Funnel analysis is awesome. Whether your company has a checkout, a registration, or any kind of process on a website or even in real life, funnel analysis lets you see how many customers are lost at each step of the way before reaching the golden goal of conversion. It helps you find troublesome steps on the path, fix them, and improve conversion rates.

Basic funnel analysis is prepared as follows:

    1. Figure out the steps, e.g. homepage - product page - check out page - billing page.

    2. Determine how to identify the user, e.g. userid for signed up users, ip, session id.

    3. Write queries to get the actual users per step.

    4. Outer join the queries by user id so you can track her in the funnel.

    5. Aggregate.

Sadly, it’s easier said than done. Obviously there is Google Analytics offering basic capabilities, as well as other tools like Woopra. But whether you use them or not, funnel analysis presents technical challenges on the stairway to analytics heaven. Here are 5 of them.

1. Overcoming the Code Barrier

Filtering funnel data by various dimensions requires SQL or another programming language. However, most BI analysts don’t know how to code and the learning curve is rough. Even spending time at the Codeacademy doesn’t help since the queries need complicated join clauses to combine data from different tables. Don’t try this at home kids.

2. Defining Funnel Steps

Page views are the simplest form of steps in the funnel. But what about more advanced definitions? You might want to look at the whole login process as a single step. Maybe you’d like a time limited step, for example, users who entered the shopping cart within 2 minutes of loading a sneakers page. It ain’t easy to define them. In fact, to look at the funnel from different perspectives you may need to redefine them further down the way. Do some stretches, run a warm up lap, and prepare to lift heavyweight queries.

3. Identifying Entities

Sneaker collectors visit your website looking for rare shoes. You want to know their locations, pageviews, visit times, buttons clicked, and so on, so you track every visit and every action. They may access your site via desktop one time and mobile another time. Most of them won’t buy a pair during the first visit, but only upon later visits after comparing prices with the competition. So how do you define each entity and tie all that info together? By IP, username, something else? It isn’t easy. You’ll need to think hard about entity definitions, track all the events per entity, and write long queries to combine all the data.

4. Filtering Out False Data

Consider the following path: homepage > product page > shopping cart > checkout > thank you page. If someone skips the homepage and gets to your vintage Adidas Stan Smiths via organic search results, this session isn’t included in this path. Therefore, your queries must be precise to filter out such cases. Otherwise you’re going to analyze false data and deduce the wrong insights.
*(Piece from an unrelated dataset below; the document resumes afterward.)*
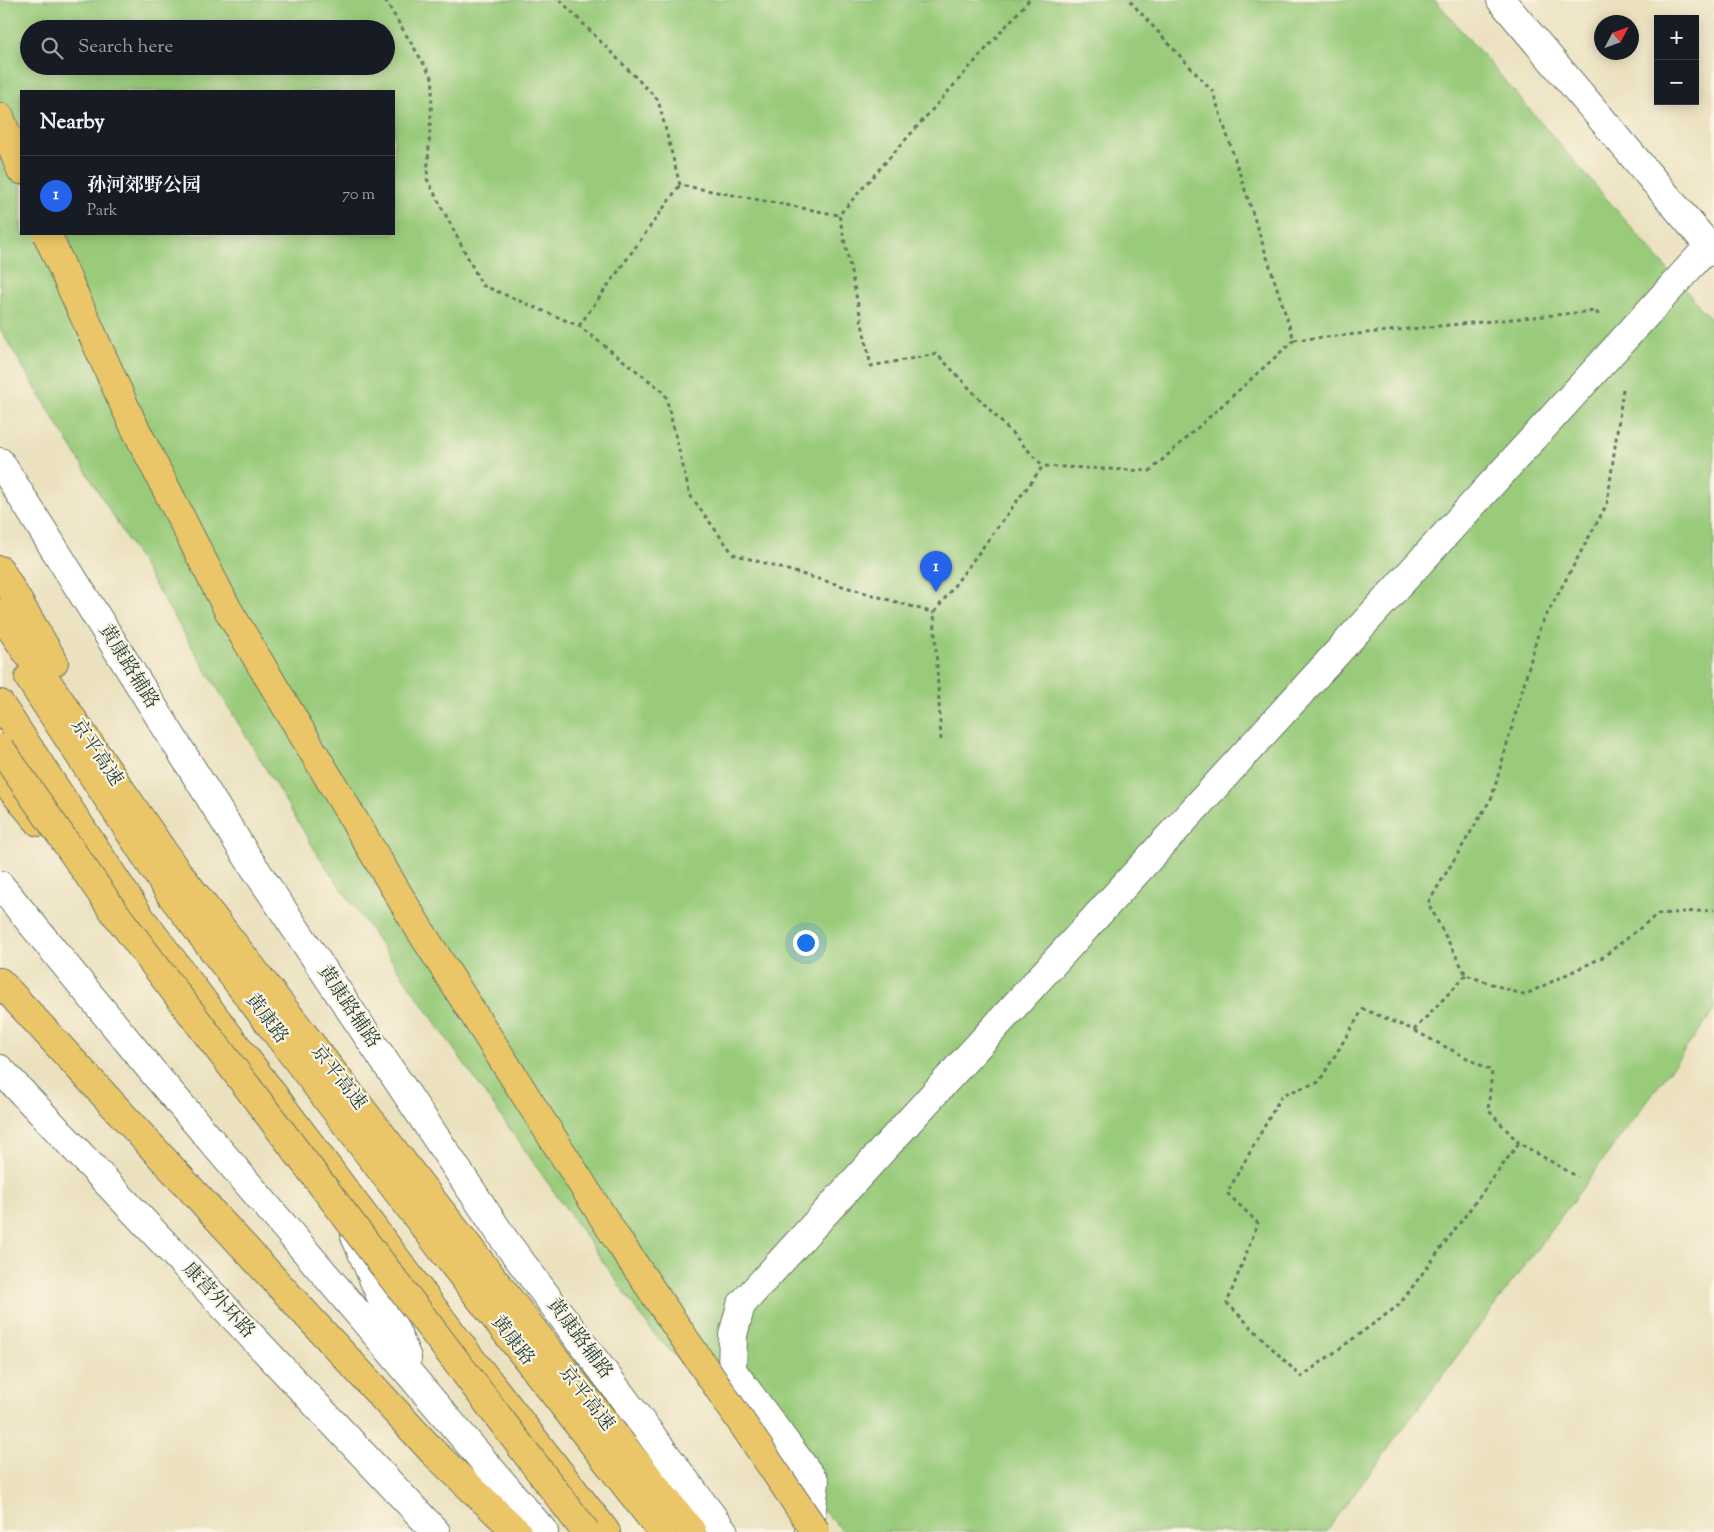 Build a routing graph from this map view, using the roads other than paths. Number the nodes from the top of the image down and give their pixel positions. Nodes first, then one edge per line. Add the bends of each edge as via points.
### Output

5. Choosing Data Format & Platform

Choosing the right data format and platform affects funnel analysis performance and scalability. Take Redis Bitmap. Bitmap is a binary array. You can use it to represent the funnel, each index being a step in the funnel with "1" where the user has been and "0" where she hasn’t. Storing this bitmap per user gives you great performance for analysis. Unfortunately, Redis doesn’t scale well, and bitmaps don’t support advanced analysis - number of visits per funnel step, date of visit, and the visiting order.
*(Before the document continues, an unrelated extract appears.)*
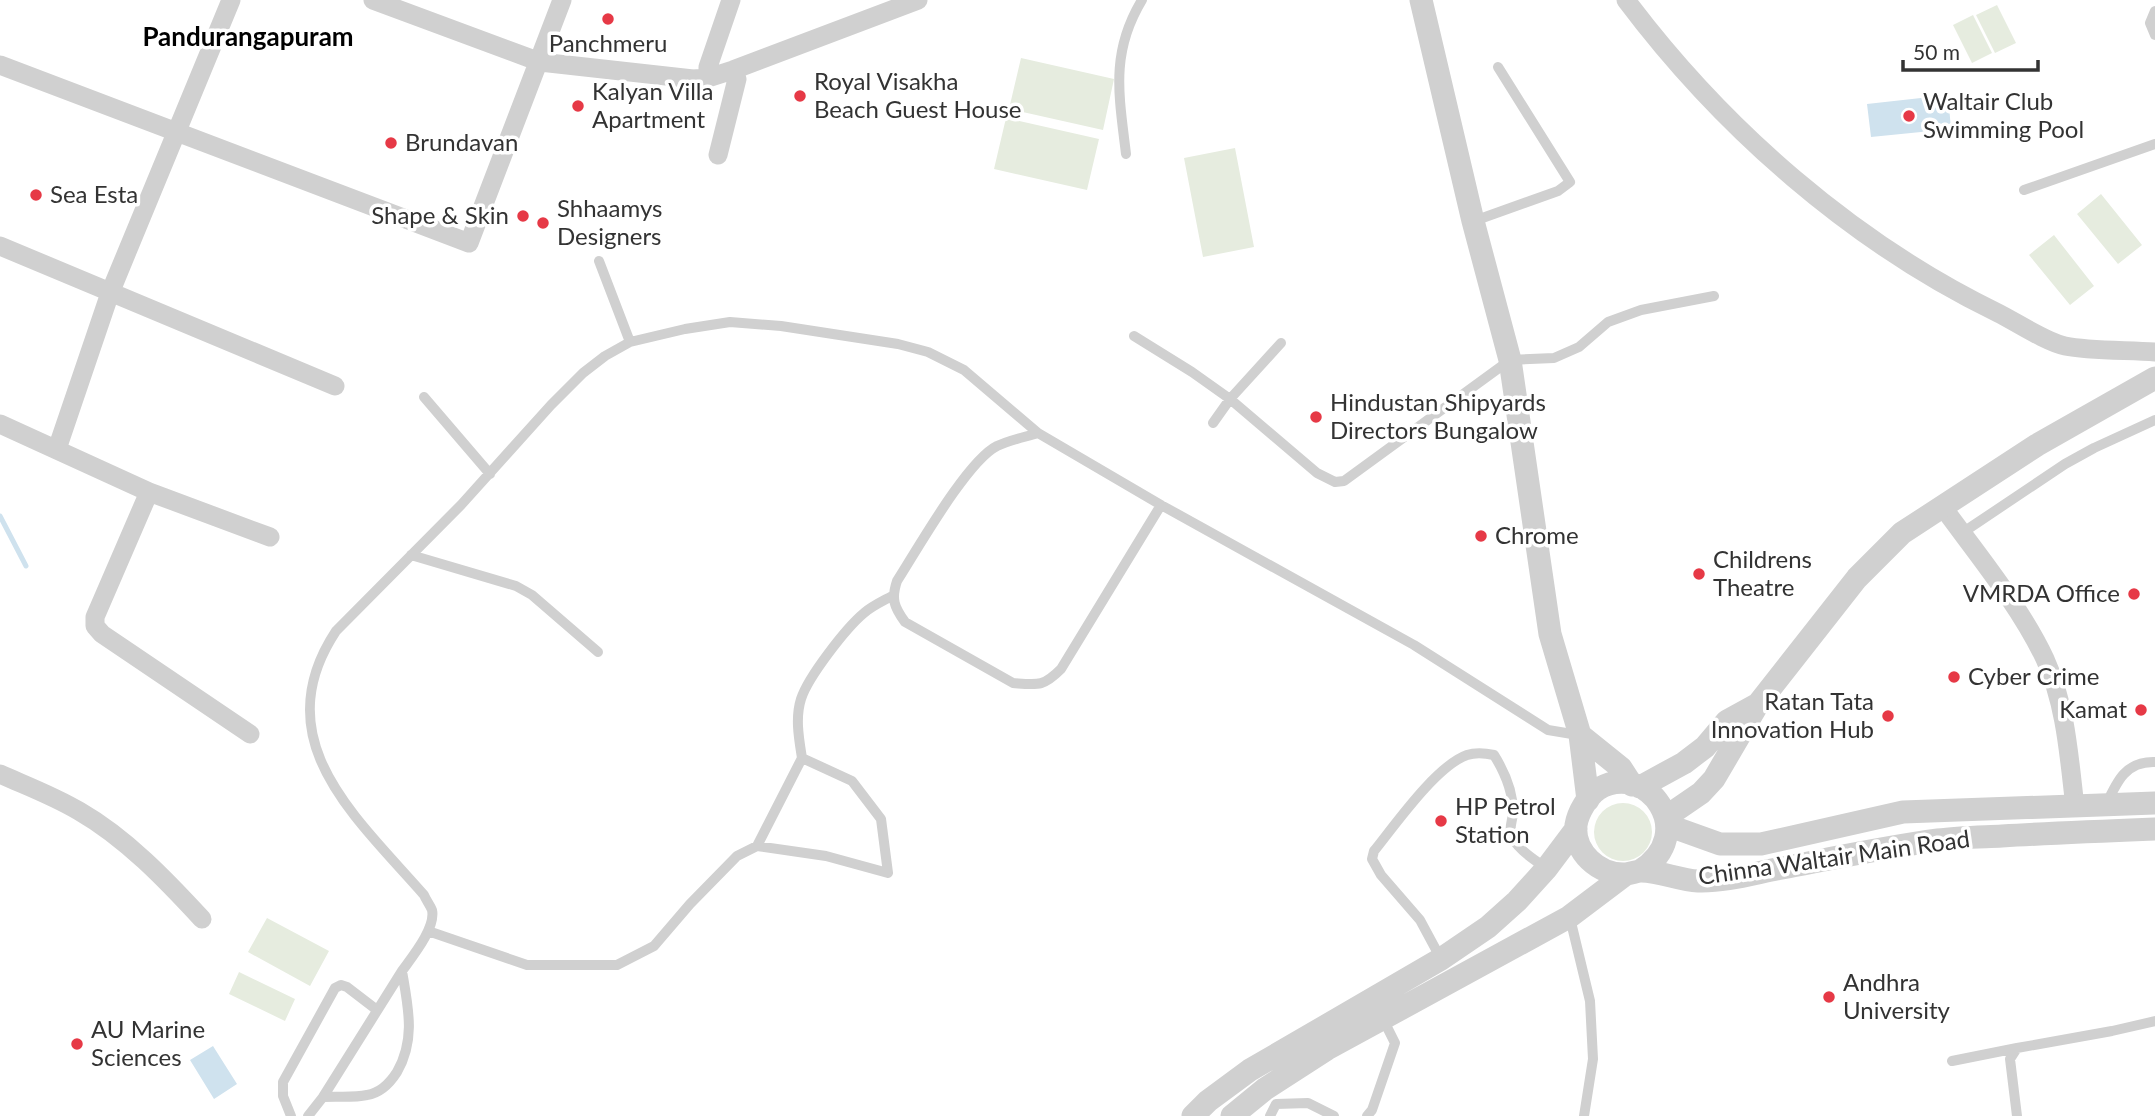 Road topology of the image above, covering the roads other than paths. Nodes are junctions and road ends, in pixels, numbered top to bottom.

Another option is to use MongoDB, keeping a document of pageviews per user. You could use MapReduce to check if the user was at a specific step in the funnel or not, and a second pass to sum up the funnel for all users. It’s easy to setup this process, and if you run it on Hadoop it also scales (running it on MongoDB does not scale as well to petabytes).

Wrapping It Up

There are plenty of challenges when it comes to funnel analysis and no easy solutions. You’ll need to step up your coding skills and write smart queries that process the data correctly. You’ll have to think hard about defining the funnel and entities and choose the right data format and platform. Make sure to wear comfortable sneakers.